### Directions
Without dropping or altering a single word, give the listing again.

### Supplied information
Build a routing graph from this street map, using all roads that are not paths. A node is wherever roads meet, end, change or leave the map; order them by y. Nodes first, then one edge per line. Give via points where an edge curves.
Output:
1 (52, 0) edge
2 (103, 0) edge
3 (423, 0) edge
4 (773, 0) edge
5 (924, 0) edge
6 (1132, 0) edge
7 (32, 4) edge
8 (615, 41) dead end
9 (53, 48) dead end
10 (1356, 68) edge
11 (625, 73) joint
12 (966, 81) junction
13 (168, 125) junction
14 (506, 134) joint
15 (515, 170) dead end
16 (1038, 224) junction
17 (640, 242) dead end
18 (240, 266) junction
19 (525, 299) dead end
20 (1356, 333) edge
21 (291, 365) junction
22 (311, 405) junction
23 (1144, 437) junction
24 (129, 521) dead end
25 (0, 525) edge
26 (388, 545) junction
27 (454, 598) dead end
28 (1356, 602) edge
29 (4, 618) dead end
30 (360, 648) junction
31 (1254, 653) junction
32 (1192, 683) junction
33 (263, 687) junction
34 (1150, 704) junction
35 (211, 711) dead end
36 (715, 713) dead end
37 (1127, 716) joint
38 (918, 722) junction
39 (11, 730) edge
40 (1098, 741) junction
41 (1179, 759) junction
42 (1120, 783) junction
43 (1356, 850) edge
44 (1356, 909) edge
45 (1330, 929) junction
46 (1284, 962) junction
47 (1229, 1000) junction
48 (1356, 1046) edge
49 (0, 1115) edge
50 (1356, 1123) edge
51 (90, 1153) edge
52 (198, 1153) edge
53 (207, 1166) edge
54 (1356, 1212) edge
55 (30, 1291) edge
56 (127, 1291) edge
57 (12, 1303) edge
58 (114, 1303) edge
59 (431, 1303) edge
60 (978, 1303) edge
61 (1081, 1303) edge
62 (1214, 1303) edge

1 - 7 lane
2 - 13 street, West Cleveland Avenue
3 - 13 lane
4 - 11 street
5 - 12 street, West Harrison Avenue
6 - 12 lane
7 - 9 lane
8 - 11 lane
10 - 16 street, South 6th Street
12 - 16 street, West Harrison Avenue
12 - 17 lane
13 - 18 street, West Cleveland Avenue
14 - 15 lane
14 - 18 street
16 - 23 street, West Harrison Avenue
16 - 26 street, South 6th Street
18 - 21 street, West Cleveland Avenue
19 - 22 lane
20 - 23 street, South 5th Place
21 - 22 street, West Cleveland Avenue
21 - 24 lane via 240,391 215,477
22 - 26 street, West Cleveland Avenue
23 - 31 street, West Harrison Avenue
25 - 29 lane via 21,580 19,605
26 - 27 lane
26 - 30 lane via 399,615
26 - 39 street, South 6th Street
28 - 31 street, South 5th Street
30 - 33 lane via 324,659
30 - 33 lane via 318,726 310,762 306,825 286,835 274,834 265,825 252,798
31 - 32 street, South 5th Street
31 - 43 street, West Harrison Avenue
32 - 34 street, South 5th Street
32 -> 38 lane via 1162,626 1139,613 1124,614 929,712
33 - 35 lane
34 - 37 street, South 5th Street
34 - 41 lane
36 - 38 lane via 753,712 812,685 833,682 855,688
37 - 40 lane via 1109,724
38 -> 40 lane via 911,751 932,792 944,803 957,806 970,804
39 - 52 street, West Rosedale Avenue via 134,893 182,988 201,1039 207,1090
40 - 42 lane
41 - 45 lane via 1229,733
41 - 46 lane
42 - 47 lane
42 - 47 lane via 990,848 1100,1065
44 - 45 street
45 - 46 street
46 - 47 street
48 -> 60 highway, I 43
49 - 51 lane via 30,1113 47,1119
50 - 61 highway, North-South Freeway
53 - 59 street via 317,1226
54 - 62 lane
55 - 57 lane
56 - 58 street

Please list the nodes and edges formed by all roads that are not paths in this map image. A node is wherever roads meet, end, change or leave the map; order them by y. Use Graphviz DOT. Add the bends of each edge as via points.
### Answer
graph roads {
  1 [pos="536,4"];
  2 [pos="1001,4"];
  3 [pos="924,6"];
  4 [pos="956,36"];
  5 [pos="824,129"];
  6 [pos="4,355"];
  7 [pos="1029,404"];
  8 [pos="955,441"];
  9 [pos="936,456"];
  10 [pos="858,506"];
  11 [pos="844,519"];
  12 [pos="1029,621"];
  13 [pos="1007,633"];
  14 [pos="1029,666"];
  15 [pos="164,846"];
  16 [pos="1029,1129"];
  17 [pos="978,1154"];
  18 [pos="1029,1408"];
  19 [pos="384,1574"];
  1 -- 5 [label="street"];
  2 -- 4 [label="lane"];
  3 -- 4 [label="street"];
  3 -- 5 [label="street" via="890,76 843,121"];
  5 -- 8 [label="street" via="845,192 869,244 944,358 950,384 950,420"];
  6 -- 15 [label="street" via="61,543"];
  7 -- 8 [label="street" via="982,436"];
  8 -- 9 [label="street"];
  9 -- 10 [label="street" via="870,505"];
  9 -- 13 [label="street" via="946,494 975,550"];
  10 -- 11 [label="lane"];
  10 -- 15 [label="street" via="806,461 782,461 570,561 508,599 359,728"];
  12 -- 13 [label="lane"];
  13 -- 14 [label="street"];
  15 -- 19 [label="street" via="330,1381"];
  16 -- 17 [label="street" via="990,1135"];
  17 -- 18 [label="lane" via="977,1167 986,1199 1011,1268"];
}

### Exercise result
Build a routing graph from this street map, using all roads that are not paths. A node is wherever roads meet, end, change or leave the map; order them by y. Nodes first, then one edge per line. Give via points where an edge curves.
Output:
1 (52, 0) edge
2 (103, 0) edge
3 (423, 0) edge
4 (773, 0) edge
5 (924, 0) edge
6 (1132, 0) edge
7 (32, 4) edge
8 (615, 41) dead end
9 (53, 48) dead end
10 (1356, 68) edge
11 (625, 73) joint
12 (966, 81) junction
13 (168, 125) junction
14 (506, 134) joint
15 (515, 170) dead end
16 (1038, 224) junction
17 (640, 242) dead end
18 (240, 266) junction
19 (525, 299) dead end
20 (1356, 333) edge
21 (291, 365) junction
22 (311, 405) junction
23 (1144, 437) junction
24 (129, 521) dead end
25 (0, 525) edge
26 (388, 545) junction
27 (454, 598) dead end
28 (1356, 602) edge
29 (4, 618) dead end
30 (360, 648) junction
31 (1254, 653) junction
32 (1192, 683) junction
33 (263, 687) junction
34 (1150, 704) junction
35 (211, 711) dead end
36 (715, 713) dead end
37 (1127, 716) joint
38 (918, 722) junction
39 (11, 730) edge
40 (1098, 741) junction
41 (1179, 759) junction
42 (1120, 783) junction
43 (1356, 850) edge
44 (1356, 909) edge
45 (1330, 929) junction
46 (1284, 962) junction
47 (1229, 1000) junction
48 (1356, 1046) edge
49 (0, 1115) edge
50 (1356, 1123) edge
51 (90, 1153) edge
52 (198, 1153) edge
53 (207, 1166) edge
54 (1356, 1212) edge
55 (30, 1291) edge
56 (127, 1291) edge
57 (12, 1303) edge
58 (114, 1303) edge
59 (431, 1303) edge
60 (978, 1303) edge
61 (1081, 1303) edge
62 (1214, 1303) edge

1 - 7 lane
2 - 13 street, West Cleveland Avenue
3 - 13 lane
4 - 11 street
5 - 12 street, West Harrison Avenue
6 - 12 lane
7 - 9 lane
8 - 11 lane
10 - 16 street, South 6th Street
12 - 16 street, West Harrison Avenue
12 - 17 lane
13 - 18 street, West Cleveland Avenue
14 - 15 lane
14 - 18 street
16 - 23 street, West Harrison Avenue
16 - 26 street, South 6th Street
18 - 21 street, West Cleveland Avenue
19 - 22 lane
20 - 23 street, South 5th Place
21 - 22 street, West Cleveland Avenue
21 - 24 lane via 240,391 215,477
22 - 26 street, West Cleveland Avenue
23 - 31 street, West Harrison Avenue
25 - 29 lane via 21,580 19,605
26 - 27 lane
26 - 30 lane via 399,615
26 - 39 street, South 6th Street
28 - 31 street, South 5th Street
30 - 33 lane via 324,659
30 - 33 lane via 318,726 310,762 306,825 286,835 274,834 265,825 252,798
31 - 32 street, South 5th Street
31 - 43 street, West Harrison Avenue
32 - 34 street, South 5th Street
32 -> 38 lane via 1162,626 1139,613 1124,614 929,712
33 - 35 lane
34 - 37 street, South 5th Street
34 - 41 lane
36 - 38 lane via 753,712 812,685 833,682 855,688
37 - 40 lane via 1109,724
38 -> 40 lane via 911,751 932,792 944,803 957,806 970,804
39 - 52 street, West Rosedale Avenue via 134,893 182,988 201,1039 207,1090
40 - 42 lane
41 - 45 lane via 1229,733
41 - 46 lane
42 - 47 lane
42 - 47 lane via 990,848 1100,1065
44 - 45 street
45 - 46 street
46 - 47 street
48 -> 60 highway, I 43
49 - 51 lane via 30,1113 47,1119
50 - 61 highway, North-South Freeway
53 - 59 street via 317,1226
54 - 62 lane
55 - 57 lane
56 - 58 street

Please list the nodes and edges formed by all roads that are not paths in this map image. A node is wherever roads meet, end, change or leave the map; order them by y. Use Graphviz DOT. Add the bends of each edge as via points.
### Answer
graph roads {
  1 [pos="536,4"];
  2 [pos="1001,4"];
  3 [pos="924,6"];
  4 [pos="956,36"];
  5 [pos="824,129"];
  6 [pos="4,355"];
  7 [pos="1029,404"];
  8 [pos="955,441"];
  9 [pos="936,456"];
  10 [pos="858,506"];
  11 [pos="844,519"];
  12 [pos="1029,621"];
  13 [pos="1007,633"];
  14 [pos="1029,666"];
  15 [pos="164,846"];
  16 [pos="1029,1129"];
  17 [pos="978,1154"];
  18 [pos="1029,1408"];
  19 [pos="384,1574"];
  1 -- 5 [label="street"];
  2 -- 4 [label="lane"];
  3 -- 4 [label="street"];
  3 -- 5 [label="street" via="890,76 843,121"];
  5 -- 8 [label="street" via="845,192 869,244 944,358 950,384 950,420"];
  6 -- 15 [label="street" via="61,543"];
  7 -- 8 [label="street" via="982,436"];
  8 -- 9 [label="street"];
  9 -- 10 [label="street" via="870,505"];
  9 -- 13 [label="street" via="946,494 975,550"];
  10 -- 11 [label="lane"];
  10 -- 15 [label="street" via="806,461 782,461 570,561 508,599 359,728"];
  12 -- 13 [label="lane"];
  13 -- 14 [label="street"];
  15 -- 19 [label="street" via="330,1381"];
  16 -- 17 [label="street" via="990,1135"];
  17 -- 18 [label="lane" via="977,1167 986,1199 1011,1268"];
}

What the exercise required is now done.